I have to admit something right from the get-go. Yes, I am aware that interest rates have been steadily declining. In fact, earlier this year, one of my buyers asked me if they should lock in their rate. My reply? “Wait. I think they are coming down some more.” I love it when I’m right.
However, here is what caught me off guard. This week, rates hit a three-year low. How did I miss this? Come to find out, even traders in the bond market were amazed by the swiftness of the slide.
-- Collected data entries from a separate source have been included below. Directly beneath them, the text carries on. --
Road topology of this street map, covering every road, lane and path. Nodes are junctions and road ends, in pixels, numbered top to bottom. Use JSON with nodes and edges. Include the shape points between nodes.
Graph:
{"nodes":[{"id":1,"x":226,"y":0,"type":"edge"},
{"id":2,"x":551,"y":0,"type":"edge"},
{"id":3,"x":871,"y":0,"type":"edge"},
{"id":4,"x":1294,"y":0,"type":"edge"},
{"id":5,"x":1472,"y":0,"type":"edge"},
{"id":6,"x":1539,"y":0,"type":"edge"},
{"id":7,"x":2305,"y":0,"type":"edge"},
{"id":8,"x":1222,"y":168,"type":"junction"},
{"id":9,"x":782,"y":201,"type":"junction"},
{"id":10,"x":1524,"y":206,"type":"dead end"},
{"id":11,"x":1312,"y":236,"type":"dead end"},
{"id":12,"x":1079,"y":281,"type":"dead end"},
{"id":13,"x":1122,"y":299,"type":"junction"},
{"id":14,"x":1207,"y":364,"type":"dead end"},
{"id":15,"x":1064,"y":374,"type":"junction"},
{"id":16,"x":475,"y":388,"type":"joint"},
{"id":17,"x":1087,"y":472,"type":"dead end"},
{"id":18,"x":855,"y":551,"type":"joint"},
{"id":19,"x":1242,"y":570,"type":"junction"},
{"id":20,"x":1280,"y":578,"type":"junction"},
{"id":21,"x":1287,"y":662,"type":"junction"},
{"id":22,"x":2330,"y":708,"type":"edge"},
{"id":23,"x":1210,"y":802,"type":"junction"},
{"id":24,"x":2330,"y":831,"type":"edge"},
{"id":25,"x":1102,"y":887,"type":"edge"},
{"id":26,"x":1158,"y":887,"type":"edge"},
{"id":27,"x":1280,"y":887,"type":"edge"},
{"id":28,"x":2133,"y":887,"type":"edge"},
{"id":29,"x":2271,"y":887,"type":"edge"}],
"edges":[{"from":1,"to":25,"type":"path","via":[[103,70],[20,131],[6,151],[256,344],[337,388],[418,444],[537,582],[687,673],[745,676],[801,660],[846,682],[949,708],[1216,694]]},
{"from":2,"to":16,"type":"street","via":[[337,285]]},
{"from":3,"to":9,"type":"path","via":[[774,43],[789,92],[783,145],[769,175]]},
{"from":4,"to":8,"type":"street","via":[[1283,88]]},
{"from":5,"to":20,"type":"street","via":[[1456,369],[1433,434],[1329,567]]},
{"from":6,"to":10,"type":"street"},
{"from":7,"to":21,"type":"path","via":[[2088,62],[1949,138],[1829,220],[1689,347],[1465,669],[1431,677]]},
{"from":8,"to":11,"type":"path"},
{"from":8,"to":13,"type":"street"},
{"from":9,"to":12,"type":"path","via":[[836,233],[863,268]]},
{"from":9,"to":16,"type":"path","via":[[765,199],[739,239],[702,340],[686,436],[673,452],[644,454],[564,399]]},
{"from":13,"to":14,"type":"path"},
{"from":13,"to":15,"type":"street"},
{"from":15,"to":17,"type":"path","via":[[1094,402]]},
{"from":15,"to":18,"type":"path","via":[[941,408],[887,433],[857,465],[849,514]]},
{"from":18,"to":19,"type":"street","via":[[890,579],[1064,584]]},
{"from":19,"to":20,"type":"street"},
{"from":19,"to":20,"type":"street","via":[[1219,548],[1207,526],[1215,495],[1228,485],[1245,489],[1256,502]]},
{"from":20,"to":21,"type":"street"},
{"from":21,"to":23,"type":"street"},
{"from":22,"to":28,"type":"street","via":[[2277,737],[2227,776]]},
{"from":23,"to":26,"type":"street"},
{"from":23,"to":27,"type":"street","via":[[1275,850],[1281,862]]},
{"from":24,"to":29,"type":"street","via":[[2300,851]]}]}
Who Benefits from Lower Interest Rates?
Three Distinct Groups of People.
Group 1: Buyers
In one year, mortgage interest rates have dropped about 1%. What does that mean? Scott Sheldon of New American Funding explains. “People are getting about $35,000 to $40,000 of extra spending power.” Think of it this way, a buyer who could only consider a $265,000 house can now dream about a $300,000 home.
Furthermore, consumers are now more optimistic about buying a home than they were a year ago. Why? Three reasons:
- A strong job market
- Lower mortgage rates
- Security in the economy

Group 2: Sellers
Let me identify the obvious. Not only can buyers afford more house but there are a whole new group of potential buyers who did not exist a year ago!
This is reflected in the Home Purchase Sentiment Index. It rose to a new high of 93.7 in July, up 2.2 points over the previous month. Sellers are benefiting from the fresh optimism among buyers.

Group 3: Homeowners Wanting to Refinance
The question some homeowners are now asking is simple, “Is now a good time to refinance?” My reply? “It could. Let me have you talk with a lender I trust.”
I can, however, provide two examples. First, one homeowner had 16 years left on their 20-year mortgage. They refinanced into another 20-year, dropped their private mortgage insurance (PMI) and are saving an additional $105.00 a month. Second, a second 20-year mortgage holder refinanced into a 15-year for smaller savings but with two years bumped off their loan.
There are obviously more examples. After all, the volume of refinancing applications increased 112% from a year ago according to the Mortgage Bankers Association.
How long will lower interest rates last? No one knows for sure. But, if you have found a home you want, then you may want to heed the advice of Mitch Ohlbaum, a Los Angeles loan officer. “If you have the opportunity, I would lock in a mortgage rate within the next 48 hours.”